INSTRUCTIONS TO FOLLOW ▸
Your reply should be a faithful copy of the records below, free of pictures.

Stored records:

┌────────

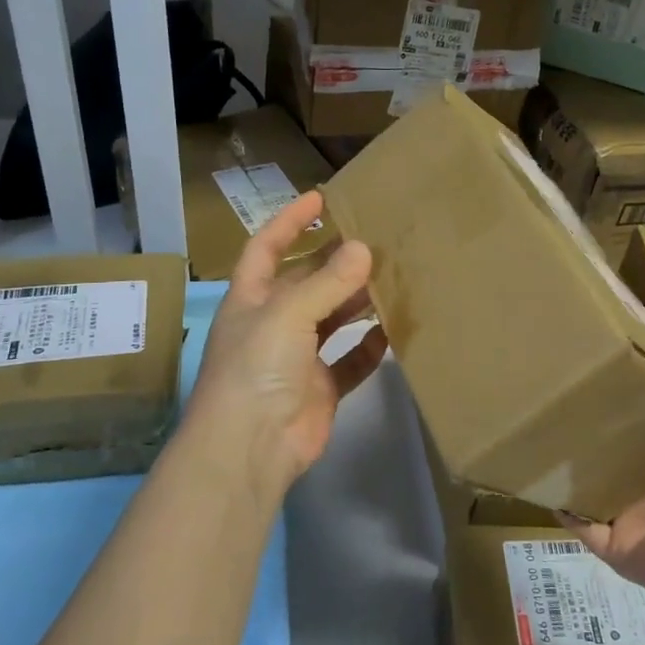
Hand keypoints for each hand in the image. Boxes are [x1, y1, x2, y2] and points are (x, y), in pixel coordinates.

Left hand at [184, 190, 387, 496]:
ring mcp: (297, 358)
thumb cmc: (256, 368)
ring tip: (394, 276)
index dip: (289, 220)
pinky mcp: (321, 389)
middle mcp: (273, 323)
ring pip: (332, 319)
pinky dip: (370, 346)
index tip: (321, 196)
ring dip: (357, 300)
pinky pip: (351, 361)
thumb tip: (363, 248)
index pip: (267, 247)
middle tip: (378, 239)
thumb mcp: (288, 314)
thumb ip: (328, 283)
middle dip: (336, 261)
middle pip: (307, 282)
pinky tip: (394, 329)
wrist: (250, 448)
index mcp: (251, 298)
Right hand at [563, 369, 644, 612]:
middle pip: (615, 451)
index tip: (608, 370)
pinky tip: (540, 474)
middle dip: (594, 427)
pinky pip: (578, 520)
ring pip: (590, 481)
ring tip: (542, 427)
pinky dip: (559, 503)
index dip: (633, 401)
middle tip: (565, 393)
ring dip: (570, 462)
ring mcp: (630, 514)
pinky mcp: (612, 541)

└────────

ANSWER TO THIS TASK ▸
Hand keypoints for each hand in the image. Boxes are [x1, y1, x2, y2] and points are (x, y), in pixel coordinates.

Left hand at [184, 190, 387, 496]:
ring mcp: (297, 358)
thumb cmc: (256, 368)
ring tip: (394, 276)
index dip: (289, 220)
pinky mcp: (321, 389)
middle mcp: (273, 323)
ring pip: (332, 319)
pinky dip: (370, 346)
index tip: (321, 196)
ring dip: (357, 300)
pinky pip: (351, 361)
thumb tip: (363, 248)
index pip: (267, 247)
middle tip: (378, 239)
thumb mcp: (288, 314)
thumb ip: (328, 283)
middle dip: (336, 261)
middle pip: (307, 282)
pinky tip: (394, 329)
wrist: (250, 448)
index mcp: (251, 298)
Right hand at [563, 369, 644, 612]:
middle pip: (615, 451)
index tip: (608, 370)
pinky tip: (540, 474)
middle dip: (594, 427)
pinky pip: (578, 520)
ring pip: (590, 481)
ring tip: (542, 427)
pinky dip: (559, 503)
index dip: (633, 401)
middle tip: (565, 393)
ring dip: (570, 462)
ring mcp: (630, 514)
pinky mcp: (612, 541)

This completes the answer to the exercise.